We learned that as a child Rudy Perez was stricken with Tuberculosis and bed ridden for three years. Perhaps this experience planted the seed in his mind and body for the simple joy of using pedestrian-like movements in his dances. Perez’s work consists of standing still, walking, running, lying down, sitting and other movements that we use every day as human beings. After being forced to lie in bed for three years, I imagine that these movements no longer appeared simple to Perez. Perhaps his creative mind decided to celebrate them instead.
Before Dean Baker presented Rudy Perez with the Lifetime Achievement Award we were treated to Perez’s 2003 Shifts (Excerpt/reconstruction) performed by Anne Grimaldo, Jeff Grimaldo, Sarah Swenson and Michael Rowley. Four dancers and four chairs. Simple walks, brief arabesques, a hinge and a turn on two feet were the primary movements. Couples moved in unison and in the same direction; then repeated the movements in unison but now in slightly different directions, giving us a new perspective on the same theme. As Shifts concluded, dancers left one at a time until only Sarah Swenson remained to pick up her chair and simply walk offstage. No tour de forces. No celebration of technical prowess; only movement stripped bare of any excess until we were forced to look at it for what it is.
There was an excerpt from a documentary on the life and work of Perez titled Countdown: Reflections on A Life in Dance. We saw a very young Perez social dancing with friends, performing in New York and, more recently, walking down an alley with his red-tipped cane. Rudy Perez was recently diagnosed as legally blind. Neither age nor the recent loss of sight has slowed this amazing man down, as demonstrated by the performance of his 2015 premiere Slate in Three Parts. Six dancers, Anne Grimaldo, Jeff Grimaldo, Sarah Swenson, Alessia Patregnani, Michael Rowley and Jarred Cairns did Perez proud with their performances. The work was, as the title suggests, in three parts. The only thing that weakened this piece was the long pauses between each section. Simple everyday movements once again dominated the vocabulary, but in the final section, ironically titled Still, Perez sped up the pace and included forceful and accented arm movements that reminded me of the Black Panther salutes back in the 1960s. Still here? Still choreographing? Still angry? That simple one word title says much about the present day Rudy Perez.

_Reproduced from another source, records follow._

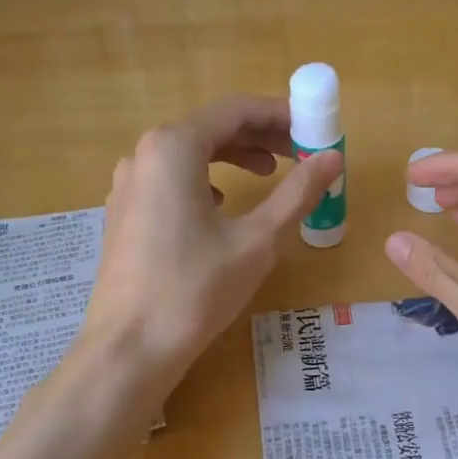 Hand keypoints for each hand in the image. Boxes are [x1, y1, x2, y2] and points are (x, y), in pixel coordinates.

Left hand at [79, 96, 340, 395]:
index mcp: (173, 147)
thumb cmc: (196, 290)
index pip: (235, 111)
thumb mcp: (257, 240)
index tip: (314, 129)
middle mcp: (144, 155)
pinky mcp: (124, 213)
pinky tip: (222, 206)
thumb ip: (297, 193)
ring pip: (189, 154)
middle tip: (300, 154)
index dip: (280, 115)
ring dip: (233, 157)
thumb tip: (333, 158)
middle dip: (259, 137)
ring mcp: (128, 185)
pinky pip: (170, 179)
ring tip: (270, 174)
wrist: (130, 348)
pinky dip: (205, 180)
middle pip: (211, 128) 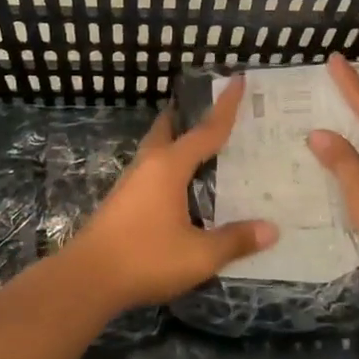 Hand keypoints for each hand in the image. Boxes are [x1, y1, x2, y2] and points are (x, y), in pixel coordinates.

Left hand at [60, 78, 278, 310]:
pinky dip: (168, 166)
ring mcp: (130, 183)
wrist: (87, 280)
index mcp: (169, 167)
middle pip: (169, 129)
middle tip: (211, 110)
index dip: (225, 106)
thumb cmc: (146, 258)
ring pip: (156, 149)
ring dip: (176, 141)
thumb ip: (235, 240)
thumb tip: (272, 230)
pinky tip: (179, 186)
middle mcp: (149, 166)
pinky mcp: (121, 202)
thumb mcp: (199, 255)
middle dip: (187, 116)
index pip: (206, 130)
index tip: (236, 79)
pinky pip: (150, 171)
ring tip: (200, 147) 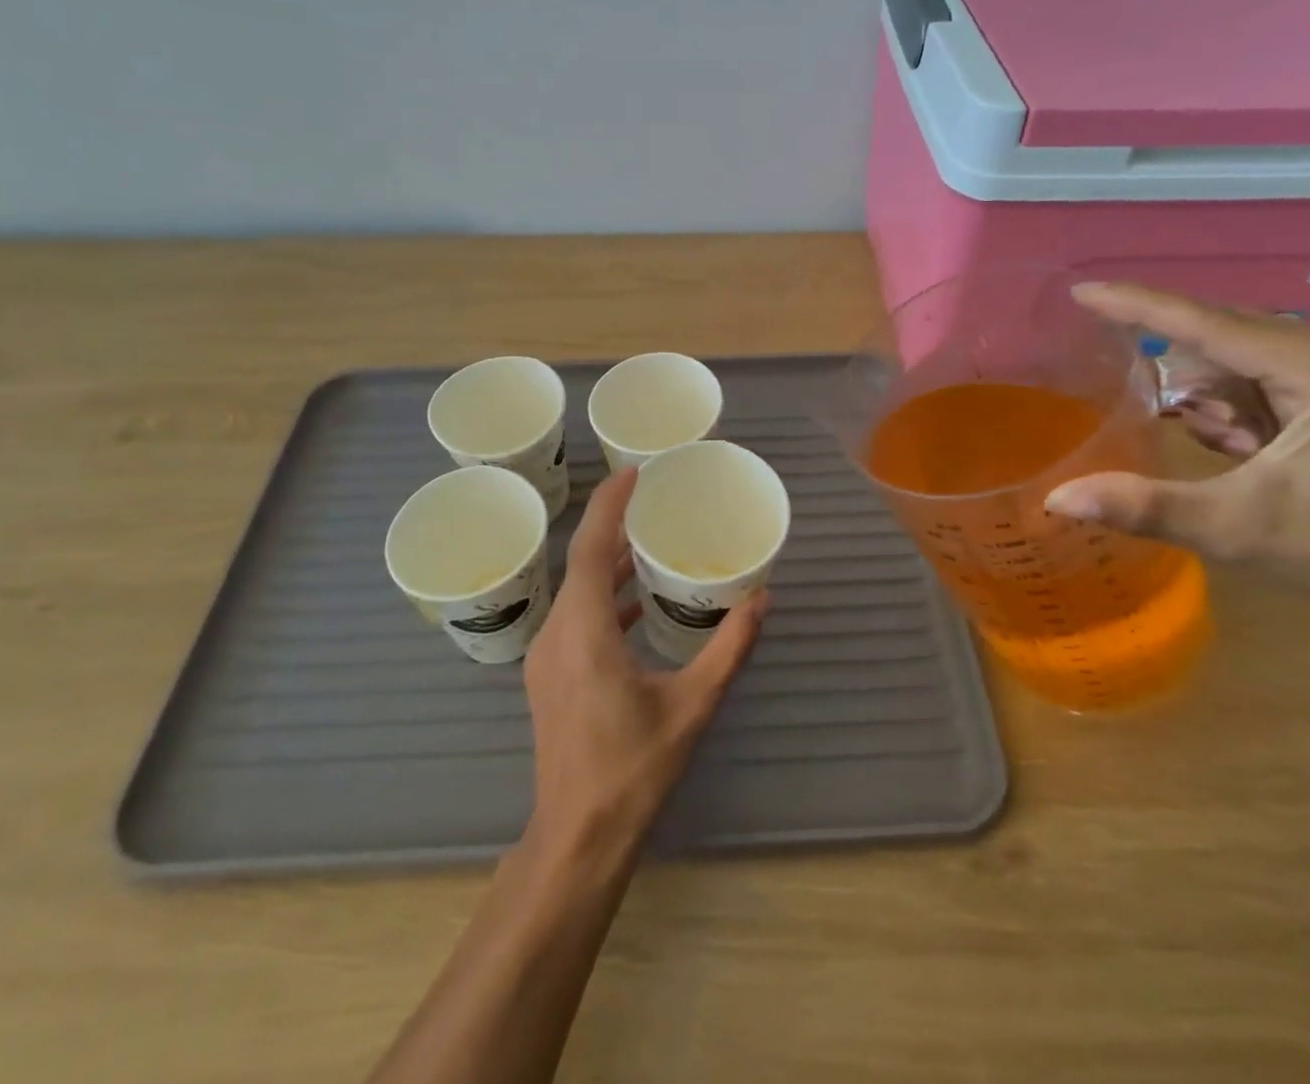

The evening concluded with what was stated as a dialogue with Perez’s longtime friend and collaborator Jackie Apple and Rudy Perez and Ensemble. Perez refused, however, to let the evening become boring and he characteristically demanded honesty and directness. Former members of his company paid tribute by sharing wonderful memories of their mentor, teacher and friend.
Many dance artists owe their gratitude to Rudy Perez for opening the creative doors for them to dance through. Without his early and recent works they would not be able to present the kinds of choreography that they do now. Rudy Perez has spent five decades performing, creating dances and breaking down barriers. To view his work one should sit down and simply let it happen. Try not to go with any preconceived expectations, but just be in the moment. One has to be an active viewer to see how Perez makes commentaries on society and life in general. He does not spoon-feed us with descriptive narrative. Thank you Rudy Perez!